Arnon Grunbergs penetrante aforismedrift

Arnon Grunbergs penetrante aforismedrift

Arnon Grunberg, ‘De dood in Taormina’ 3 out of 5 stars

Afgelopen zomer verscheen in het Nederlandse weekblad ‘De Groene Amsterdammer’ een uitgebreid artikel over Arnon Grunbergs debuutroman ‘Blauwe Maandagen’ (1994). Het boek werd opnieuw besproken in een reeks waar eerder klassiekers als Herman Kochs ‘Red ons, Maria Montanelli’ (1989) en J.D. Salingers ‘The catcher in the rye’ (1951) de revue waren gepasseerd. Er liggen ondertussen zesentwintig jaar en talloze essays, romans en reportages tussen dat debuut en Grunbergs nieuwste worp ‘De dood in Taormina’. Een periode waarin de Amsterdammer zich ontbolsterde tot een figuur wiens stem een vertrouwde plaats inneemt in het publieke debat. Voegt deze roman iets toe aan zijn schrijverschap?

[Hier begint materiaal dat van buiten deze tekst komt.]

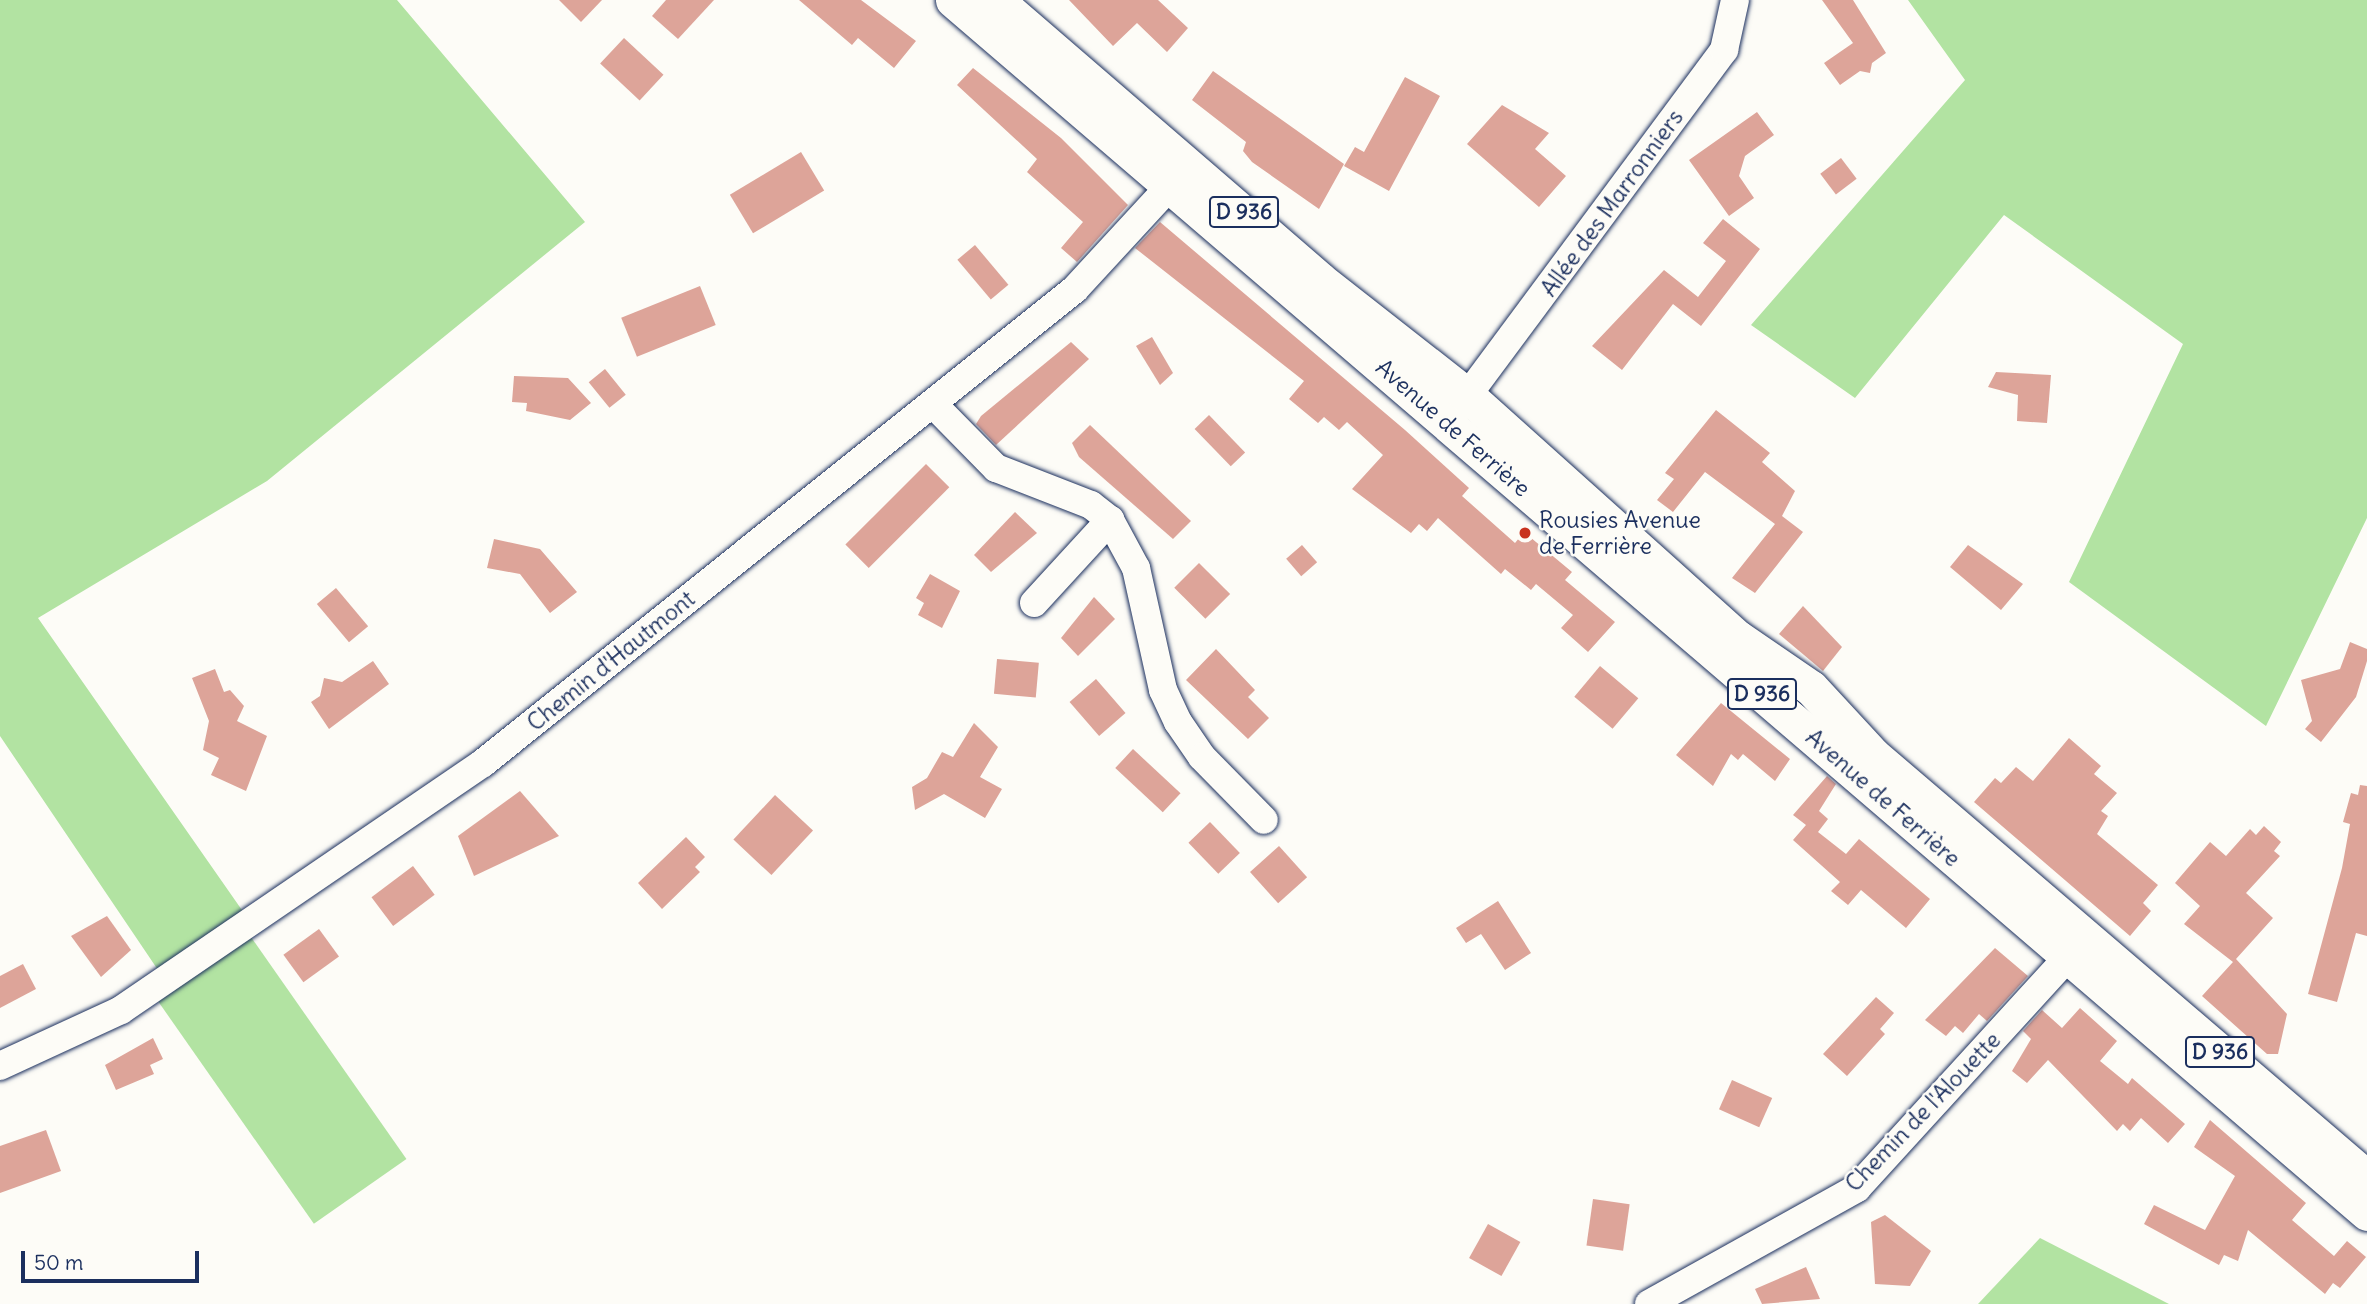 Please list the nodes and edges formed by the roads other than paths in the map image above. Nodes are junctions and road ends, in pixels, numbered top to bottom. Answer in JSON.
{"nodes":[{"id":1,"x":953,"y":0,"type":"edge"},
{"id":2,"x":996,"y":0,"type":"edge"},
{"id":3,"x":1735,"y":0,"type":"edge"},
{"id":4,"x":1165,"y":144,"type":"junction"},
{"id":5,"x":1206,"y":177,"type":"junction"},
{"id":6,"x":1170,"y":186,"type":"junction"},
{"id":7,"x":933,"y":404,"type":"junction"},
{"id":8,"x":1459,"y":414,"type":"junction"},
{"id":9,"x":1110,"y":520,"type":"junction"},
{"id":10,"x":1034,"y":603,"type":"dead end"},
{"id":11,"x":1264,"y":820,"type":"dead end"},
{"id":12,"x":2079,"y":944,"type":"junction"},
{"id":13,"x":0,"y":1066,"type":"edge"},
{"id":14,"x":2367,"y":1178,"type":"edge"},
{"id":15,"x":2367,"y":1213,"type":"edge"},
{"id":16,"x":1649,"y":1304,"type":"edge"}],
"edges":[{"from":1,"to":6,"type":"main road","name":"Avenue de Ferrière","number":"D 936"},
{"from":2,"to":4,"type":"main road","name":"Avenue de Ferrière","number":"D 936"},
{"from":3,"to":8,"type":"street","name":"Allée des Marronniers"},
{"from":4,"to":5,"type":"main road","name":"Avenue de Ferrière","number":"D 936"},
{"from":4,"to":6,"type":"street"},
{"from":5,"to":6,"type":"street"},
{"from":5,"to":8,"type":"main road","name":"Avenue de Ferrière","number":"D 936"},
{"from":6,"to":7,"type":"street","name":"Chemin d'Hautmont"},
{"from":6,"to":8,"type":"main road","name":"Avenue de Ferrière","number":"D 936"},
{"from":7,"to":9,"type":"street"},
{"from":7,"to":13,"type":"street","name":"Chemin d'Hautmont"},
{"from":8,"to":12,"type":"main road","name":"Avenue de Ferrière","number":"D 936"},
{"from":9,"to":10,"type":"street"},
{"from":9,"to":11,"type":"street"},
{"from":12,"to":14,"type":"main road","name":"Avenue de Ferrière","number":"D 936"},
{"from":12,"to":15,"type":"main road","name":"Avenue de Ferrière","number":"D 936"},
{"from":12,"to":16,"type":"street","name":"Chemin de l'Alouette"}]}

De roman bevat alle ingrediënten die Grunberg deden uitgroeien tot een gevestigde naam. Er is een hoofdpersonage dat functioneert volgens een idiosyncratische logica. De wisselwerking tussen realiteit en fictie bevindt zich continu op het voorplan in dit werk. En een substantieel deel van de zinnen dient zich aan als aforisme:

‘Minnaars moet je altijd missen. En ik weet dat je niet mag veralgemeniseren, maar mannen zijn fragiel, ze willen graag gemist worden, als je ze niet mist raken ze in paniek.’

Figuranten

Grunbergs veertiende roman lijkt qua thematiek sterk op ‘Figuranten’ uit 1997. Net als in dat boek wordt het verhaal bepaald door een driehoeksverhouding waarbij film een prominente plaats opeist.

Zelda’s moeder verdwijnt uit haar leven op jonge leeftijd. Ze belandt een korte periode in een jeugdbende, waarna ze verzeilt in de theater- en operawereld. Vroegrijp als Zelda is, gedijt ze er als een vis het water. Het schrijven van teksten wordt door haar benaderd met een pragmatisme dat niet zelden naar het absurde neigt.

‘Die avond zei ik tegen hem: ‘Ik ga met Aleppo aan de slag.’

‘Met wat?’

‘Met Aleppo,’ zei ik. ‘We gaan er een opera van maken’

[…]

In mijn appartement […] begon ik me in Aleppo te verdiepen met dezelfde vanzelfsprekendheid waarmee ik daarvoor in de elektrische fiets had verdiept.’

De effectiviteit van een koffiemachine

Ondertussen maakt ze kennis met Jona, een acteur die op zijn retour is. Een halfslachtige affaire is het gevolg. Iets later maakt Per – een knappe roadie met ambities – zijn opwachting in Zelda’s leven. Per benadert zijn bestaan met de effectiviteit van een koffiemachine. Zo eet hij ’s middags uitsluitend rijst met tonijn uit een blikje en weigert hij categoriek te vrijen na het avondeten (‘dat is slecht voor de gezondheid’). De twee exploreren elkaars lichamen met de gretigheid van ontdekkingsreizigers.

Aangezien Jona en Zelda geen geheimen voor elkaar hebben, brengt ze hem op de hoogte van de avonturen met Per. Hij raakt geïntrigeerd en stelt een gezamenlijke reis naar Taormina voor (‘Ik wil hem beter leren kennen’. Zoals een wijnkenner over een wijn zegt: ‘Die zou ik wel willen proeven.’). Op het Italiaanse eiland speelt zich het eindspel af tussen het trio, net zoals Zelda had gepland.

In de laatste hoofdstukken wordt veelvuldig verwezen naar François Truffauts film ‘Jules et Jim’ (1962), een werk dat nogal wat kruisverbanden vertoont met ‘De dood in Taormina’. Ook bij de Fransman is er sprake van een driehoeksrelatie met fatale afloop zonder dat er sprake is van inktzwarte tragiek. Zowel bij Truffaut als bij Grunberg blijft de toon opgeruimd. Om grappig te zijn heb je nu eenmaal een afgrond nodig.

Toch voelt deze roman aan als een zekere herhalingsoefening. Soms belemmert Grunbergs aforismedrift de natuurlijkheid van de dialogen:

‘De opwinding is een voorstelling, het verlangen is een voorstelling, dat is de waarheid van het verlangen en jij bent klaar voor de voorstelling.’

Desalniettemin is een gewoon goede Grunberg nog steeds de moeite om te lezen. Je zal ons dan ook niet horen klagen.